Damn, you guys are killin each other in here.............There are many ways to port cylinder heads......How ever you you get from point a to b is up to you.......
im not picking on anybody here, but I think you guys are starting to split atoms over this.....
Can you measure the difference between castings, yep, can you take out a .00000000001.....yep...
In the real world, what the hell is it going to do for a guy with an average motor, even a race motor.....
It is nice to have the equipment to do it, and it will come out to have balanced ports,symmetrical, and even port volume....we know it takes alot of patience to port a head, and thats is where the good guys are separated from the bad ones....

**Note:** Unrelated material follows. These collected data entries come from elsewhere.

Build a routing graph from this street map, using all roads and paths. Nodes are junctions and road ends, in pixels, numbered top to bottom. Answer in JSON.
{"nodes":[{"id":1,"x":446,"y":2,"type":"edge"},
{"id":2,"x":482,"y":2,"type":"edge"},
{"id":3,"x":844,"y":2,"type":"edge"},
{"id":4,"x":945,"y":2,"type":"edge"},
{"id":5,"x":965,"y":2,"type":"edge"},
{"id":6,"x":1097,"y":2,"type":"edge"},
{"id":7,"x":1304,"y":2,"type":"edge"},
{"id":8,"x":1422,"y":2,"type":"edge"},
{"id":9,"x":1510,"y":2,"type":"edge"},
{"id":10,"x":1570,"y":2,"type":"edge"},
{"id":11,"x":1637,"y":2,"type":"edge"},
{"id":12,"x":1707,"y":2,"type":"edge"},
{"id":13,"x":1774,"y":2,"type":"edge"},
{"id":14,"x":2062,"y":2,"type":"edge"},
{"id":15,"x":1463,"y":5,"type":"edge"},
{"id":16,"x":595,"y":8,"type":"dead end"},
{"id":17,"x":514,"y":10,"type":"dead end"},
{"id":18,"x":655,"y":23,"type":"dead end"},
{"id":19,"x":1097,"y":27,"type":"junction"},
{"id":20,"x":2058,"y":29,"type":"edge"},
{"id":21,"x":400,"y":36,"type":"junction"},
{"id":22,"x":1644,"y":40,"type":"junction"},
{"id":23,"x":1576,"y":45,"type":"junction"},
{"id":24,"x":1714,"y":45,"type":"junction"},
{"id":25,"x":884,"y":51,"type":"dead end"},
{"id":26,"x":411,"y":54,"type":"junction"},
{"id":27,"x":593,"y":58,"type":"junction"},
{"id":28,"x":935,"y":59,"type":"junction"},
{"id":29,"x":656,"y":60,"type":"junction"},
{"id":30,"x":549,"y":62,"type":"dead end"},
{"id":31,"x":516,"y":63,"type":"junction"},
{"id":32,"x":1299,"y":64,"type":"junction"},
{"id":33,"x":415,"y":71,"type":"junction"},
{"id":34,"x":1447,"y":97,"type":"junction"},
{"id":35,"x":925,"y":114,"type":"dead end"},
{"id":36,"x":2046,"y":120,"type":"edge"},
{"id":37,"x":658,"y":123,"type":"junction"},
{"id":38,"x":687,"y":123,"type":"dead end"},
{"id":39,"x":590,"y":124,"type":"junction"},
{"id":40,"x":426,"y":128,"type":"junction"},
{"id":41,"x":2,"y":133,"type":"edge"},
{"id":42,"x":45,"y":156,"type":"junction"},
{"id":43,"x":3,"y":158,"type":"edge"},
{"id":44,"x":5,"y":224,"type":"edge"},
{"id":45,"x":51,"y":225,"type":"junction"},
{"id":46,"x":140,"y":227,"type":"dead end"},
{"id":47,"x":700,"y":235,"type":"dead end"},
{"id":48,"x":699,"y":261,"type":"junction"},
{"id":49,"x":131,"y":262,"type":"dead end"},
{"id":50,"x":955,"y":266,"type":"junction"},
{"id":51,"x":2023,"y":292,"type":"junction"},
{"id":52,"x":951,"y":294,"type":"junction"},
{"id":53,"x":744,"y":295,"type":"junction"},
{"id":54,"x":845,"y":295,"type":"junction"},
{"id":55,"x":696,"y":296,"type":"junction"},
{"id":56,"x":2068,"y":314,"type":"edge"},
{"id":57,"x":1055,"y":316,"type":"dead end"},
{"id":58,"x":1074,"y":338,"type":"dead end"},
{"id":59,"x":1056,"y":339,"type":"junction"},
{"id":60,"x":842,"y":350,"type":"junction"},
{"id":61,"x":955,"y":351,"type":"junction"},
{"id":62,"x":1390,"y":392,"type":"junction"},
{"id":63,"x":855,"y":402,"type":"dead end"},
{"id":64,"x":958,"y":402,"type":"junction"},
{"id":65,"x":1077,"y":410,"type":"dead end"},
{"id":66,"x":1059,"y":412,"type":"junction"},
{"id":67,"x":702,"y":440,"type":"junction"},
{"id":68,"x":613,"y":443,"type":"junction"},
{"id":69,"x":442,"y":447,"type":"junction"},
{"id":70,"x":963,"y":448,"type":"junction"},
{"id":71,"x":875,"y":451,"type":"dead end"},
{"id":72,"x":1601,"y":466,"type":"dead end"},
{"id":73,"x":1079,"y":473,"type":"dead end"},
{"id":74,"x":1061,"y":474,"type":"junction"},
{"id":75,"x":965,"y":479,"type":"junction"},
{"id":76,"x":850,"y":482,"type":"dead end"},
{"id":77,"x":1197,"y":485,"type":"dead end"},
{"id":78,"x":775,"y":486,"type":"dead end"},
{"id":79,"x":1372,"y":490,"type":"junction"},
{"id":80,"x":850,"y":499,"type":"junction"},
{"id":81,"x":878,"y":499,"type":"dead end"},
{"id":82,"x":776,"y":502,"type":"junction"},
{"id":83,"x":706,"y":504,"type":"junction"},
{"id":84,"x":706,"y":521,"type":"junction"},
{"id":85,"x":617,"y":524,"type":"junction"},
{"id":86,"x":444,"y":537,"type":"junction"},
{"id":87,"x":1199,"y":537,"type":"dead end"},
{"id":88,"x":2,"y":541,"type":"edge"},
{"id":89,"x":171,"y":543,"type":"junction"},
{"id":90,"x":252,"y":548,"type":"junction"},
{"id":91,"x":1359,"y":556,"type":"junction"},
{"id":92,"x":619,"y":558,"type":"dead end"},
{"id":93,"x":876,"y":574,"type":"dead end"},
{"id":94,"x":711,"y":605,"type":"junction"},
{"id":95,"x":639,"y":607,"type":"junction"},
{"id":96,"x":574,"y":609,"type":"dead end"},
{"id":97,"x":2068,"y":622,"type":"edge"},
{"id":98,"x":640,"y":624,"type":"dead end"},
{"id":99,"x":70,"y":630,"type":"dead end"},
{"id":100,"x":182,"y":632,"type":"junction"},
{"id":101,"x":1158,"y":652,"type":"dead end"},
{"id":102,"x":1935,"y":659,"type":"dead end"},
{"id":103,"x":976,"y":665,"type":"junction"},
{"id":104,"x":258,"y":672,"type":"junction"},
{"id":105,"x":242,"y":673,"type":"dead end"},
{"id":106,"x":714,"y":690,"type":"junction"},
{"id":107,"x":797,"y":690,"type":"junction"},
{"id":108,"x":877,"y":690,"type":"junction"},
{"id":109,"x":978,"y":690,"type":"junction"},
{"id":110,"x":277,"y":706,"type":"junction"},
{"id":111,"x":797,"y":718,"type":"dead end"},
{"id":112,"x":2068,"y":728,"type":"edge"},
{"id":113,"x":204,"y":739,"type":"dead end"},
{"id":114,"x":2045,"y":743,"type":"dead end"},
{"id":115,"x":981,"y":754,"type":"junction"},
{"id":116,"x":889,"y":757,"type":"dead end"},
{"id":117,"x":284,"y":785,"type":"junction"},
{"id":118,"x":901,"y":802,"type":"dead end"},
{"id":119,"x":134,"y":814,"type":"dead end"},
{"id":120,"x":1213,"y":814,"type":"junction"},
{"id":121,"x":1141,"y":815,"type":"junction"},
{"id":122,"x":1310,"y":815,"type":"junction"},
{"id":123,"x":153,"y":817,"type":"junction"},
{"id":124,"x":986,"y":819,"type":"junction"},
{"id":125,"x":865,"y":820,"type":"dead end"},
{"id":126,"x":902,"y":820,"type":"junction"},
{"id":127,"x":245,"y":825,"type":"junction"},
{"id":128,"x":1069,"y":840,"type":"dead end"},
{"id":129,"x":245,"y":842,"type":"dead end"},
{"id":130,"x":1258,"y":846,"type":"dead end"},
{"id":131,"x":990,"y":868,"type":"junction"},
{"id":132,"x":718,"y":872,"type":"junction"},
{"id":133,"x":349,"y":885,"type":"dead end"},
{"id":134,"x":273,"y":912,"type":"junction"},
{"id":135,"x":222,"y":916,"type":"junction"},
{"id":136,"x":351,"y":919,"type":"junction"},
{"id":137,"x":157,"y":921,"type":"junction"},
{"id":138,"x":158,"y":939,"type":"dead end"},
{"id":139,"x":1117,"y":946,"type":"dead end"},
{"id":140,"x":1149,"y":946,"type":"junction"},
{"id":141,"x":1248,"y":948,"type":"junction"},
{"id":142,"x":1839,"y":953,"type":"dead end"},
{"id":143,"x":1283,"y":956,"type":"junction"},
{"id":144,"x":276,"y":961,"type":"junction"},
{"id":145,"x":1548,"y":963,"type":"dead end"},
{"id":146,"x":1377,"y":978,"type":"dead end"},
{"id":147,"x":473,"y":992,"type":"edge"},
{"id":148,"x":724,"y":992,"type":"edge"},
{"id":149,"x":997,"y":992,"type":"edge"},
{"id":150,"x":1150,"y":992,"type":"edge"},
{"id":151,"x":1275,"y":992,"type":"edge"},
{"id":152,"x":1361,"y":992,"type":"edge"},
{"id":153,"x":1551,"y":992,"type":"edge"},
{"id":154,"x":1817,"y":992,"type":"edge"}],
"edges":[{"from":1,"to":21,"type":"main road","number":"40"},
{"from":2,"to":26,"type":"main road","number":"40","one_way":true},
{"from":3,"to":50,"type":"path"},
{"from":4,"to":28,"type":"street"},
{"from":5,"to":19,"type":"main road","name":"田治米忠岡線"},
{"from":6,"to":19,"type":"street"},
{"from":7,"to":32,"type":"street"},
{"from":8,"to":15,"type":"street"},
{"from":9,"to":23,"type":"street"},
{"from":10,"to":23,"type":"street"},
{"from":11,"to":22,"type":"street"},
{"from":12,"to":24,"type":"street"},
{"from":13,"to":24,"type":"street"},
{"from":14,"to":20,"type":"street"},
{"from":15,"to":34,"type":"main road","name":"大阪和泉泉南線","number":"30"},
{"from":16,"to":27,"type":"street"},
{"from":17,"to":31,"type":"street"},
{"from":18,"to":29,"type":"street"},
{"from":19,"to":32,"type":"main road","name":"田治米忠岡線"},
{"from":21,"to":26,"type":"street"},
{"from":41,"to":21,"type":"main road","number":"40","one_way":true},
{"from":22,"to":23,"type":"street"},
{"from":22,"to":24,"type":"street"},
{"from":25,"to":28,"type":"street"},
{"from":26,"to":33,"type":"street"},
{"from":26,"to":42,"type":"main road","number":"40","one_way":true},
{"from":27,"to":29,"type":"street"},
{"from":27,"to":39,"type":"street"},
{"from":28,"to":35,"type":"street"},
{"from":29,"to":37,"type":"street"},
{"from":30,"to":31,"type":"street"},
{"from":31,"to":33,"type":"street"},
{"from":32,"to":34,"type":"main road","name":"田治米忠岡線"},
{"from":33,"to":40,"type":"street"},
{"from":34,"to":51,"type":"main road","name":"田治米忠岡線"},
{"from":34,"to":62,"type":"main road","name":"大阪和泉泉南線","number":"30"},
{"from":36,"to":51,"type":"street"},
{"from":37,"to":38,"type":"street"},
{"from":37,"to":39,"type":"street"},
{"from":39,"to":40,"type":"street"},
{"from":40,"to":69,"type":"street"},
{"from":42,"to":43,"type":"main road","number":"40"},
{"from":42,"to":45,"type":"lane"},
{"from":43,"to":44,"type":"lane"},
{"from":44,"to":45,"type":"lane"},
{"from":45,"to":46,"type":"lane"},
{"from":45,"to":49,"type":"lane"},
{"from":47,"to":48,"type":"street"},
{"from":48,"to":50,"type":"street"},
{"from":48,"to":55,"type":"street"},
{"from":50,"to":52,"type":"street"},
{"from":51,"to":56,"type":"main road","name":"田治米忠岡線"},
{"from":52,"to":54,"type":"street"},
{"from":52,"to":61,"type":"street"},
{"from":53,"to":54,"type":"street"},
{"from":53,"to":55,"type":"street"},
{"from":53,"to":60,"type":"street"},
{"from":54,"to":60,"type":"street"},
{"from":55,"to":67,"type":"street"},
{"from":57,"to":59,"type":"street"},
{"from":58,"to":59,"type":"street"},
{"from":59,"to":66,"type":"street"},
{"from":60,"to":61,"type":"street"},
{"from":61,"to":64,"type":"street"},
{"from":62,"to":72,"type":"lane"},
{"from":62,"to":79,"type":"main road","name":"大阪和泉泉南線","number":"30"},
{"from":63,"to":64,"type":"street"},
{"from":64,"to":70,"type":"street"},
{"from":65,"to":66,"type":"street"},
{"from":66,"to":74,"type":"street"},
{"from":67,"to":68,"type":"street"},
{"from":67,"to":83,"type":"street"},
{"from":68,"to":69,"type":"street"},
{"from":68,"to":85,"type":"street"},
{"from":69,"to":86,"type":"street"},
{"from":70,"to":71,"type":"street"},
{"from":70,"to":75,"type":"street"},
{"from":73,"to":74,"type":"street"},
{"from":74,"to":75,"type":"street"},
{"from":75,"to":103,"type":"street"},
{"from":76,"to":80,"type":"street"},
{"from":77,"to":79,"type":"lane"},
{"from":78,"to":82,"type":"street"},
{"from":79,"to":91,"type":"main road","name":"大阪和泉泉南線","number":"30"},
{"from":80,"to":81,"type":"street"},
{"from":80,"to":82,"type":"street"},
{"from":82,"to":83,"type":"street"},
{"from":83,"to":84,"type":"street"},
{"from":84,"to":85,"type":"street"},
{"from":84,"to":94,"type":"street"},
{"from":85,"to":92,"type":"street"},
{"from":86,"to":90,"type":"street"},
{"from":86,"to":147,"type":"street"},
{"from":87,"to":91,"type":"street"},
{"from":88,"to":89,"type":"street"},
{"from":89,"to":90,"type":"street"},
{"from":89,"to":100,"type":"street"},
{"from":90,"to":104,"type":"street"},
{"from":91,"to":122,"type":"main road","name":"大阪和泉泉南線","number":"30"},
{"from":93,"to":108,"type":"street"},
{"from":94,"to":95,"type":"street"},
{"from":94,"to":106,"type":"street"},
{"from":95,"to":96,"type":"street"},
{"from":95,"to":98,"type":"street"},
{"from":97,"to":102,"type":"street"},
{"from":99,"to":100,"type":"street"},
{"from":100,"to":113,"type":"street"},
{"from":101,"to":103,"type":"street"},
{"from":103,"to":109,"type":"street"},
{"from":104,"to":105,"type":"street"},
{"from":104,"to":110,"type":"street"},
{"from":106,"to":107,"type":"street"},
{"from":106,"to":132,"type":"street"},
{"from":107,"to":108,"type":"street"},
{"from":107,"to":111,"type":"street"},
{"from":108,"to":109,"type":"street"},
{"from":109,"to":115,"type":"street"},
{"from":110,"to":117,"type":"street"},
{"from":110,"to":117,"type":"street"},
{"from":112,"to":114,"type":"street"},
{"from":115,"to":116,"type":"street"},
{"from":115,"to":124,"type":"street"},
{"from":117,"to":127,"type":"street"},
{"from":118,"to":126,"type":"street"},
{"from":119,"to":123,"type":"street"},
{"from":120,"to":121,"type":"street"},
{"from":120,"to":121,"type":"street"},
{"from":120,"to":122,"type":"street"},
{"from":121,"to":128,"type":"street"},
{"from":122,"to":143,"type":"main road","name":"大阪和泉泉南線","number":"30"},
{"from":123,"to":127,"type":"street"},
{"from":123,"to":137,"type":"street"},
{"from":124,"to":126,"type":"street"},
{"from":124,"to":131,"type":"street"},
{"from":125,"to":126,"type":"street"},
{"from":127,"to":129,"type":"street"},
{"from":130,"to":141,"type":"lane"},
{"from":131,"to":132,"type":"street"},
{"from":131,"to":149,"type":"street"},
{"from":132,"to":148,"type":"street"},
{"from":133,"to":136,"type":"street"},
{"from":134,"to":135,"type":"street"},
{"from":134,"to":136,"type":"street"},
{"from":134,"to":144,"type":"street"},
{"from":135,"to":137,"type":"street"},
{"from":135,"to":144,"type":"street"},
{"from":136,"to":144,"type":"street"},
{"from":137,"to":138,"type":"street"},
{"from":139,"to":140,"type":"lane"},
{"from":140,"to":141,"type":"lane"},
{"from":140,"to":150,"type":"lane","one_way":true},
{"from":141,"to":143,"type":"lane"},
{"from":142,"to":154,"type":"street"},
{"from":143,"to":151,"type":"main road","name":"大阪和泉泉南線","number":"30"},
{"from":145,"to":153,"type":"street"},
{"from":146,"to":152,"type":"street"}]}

There is no way you can port a head in one day I dont care who you are, if you do than it really isnt ported well...unless it is a fluff and buff......
What alot of shops wont tell you is the truth about porting because every shop has to look better than the next one..
How can i make my shit look better than his, its all marketing.....remember the pet rock!!!
There are good motors and there are duds, what makes one better than the next? We all look at the head because it is the most important part of the combination. You can have 2 identical engines, run the same tune up, same rider, and have 2 totally different results, why? becasue there is alot more to a package than the head, you can have your rear tire misaligned and scrub off 1 mph, and that would make one motor better than the other one...All im saying is that results will vary from jsut a head, 1 job someone did for a customer he ran great, the same set up ran like shit another customer, and he says bad shit about him, and its the owners fault because his stupid,cheap, lazy ass cant put a chain on his bike..you guys know what im getting at because you have had these guys in your shop......
Like I said, i am not pointing fingers at any of the guys here, just putting my change into the conversation, we all need to make a living, but the greed tends to get to us and make us do less than a perfect job.....
When it comes down to it, its the damn governments fault!!!!!!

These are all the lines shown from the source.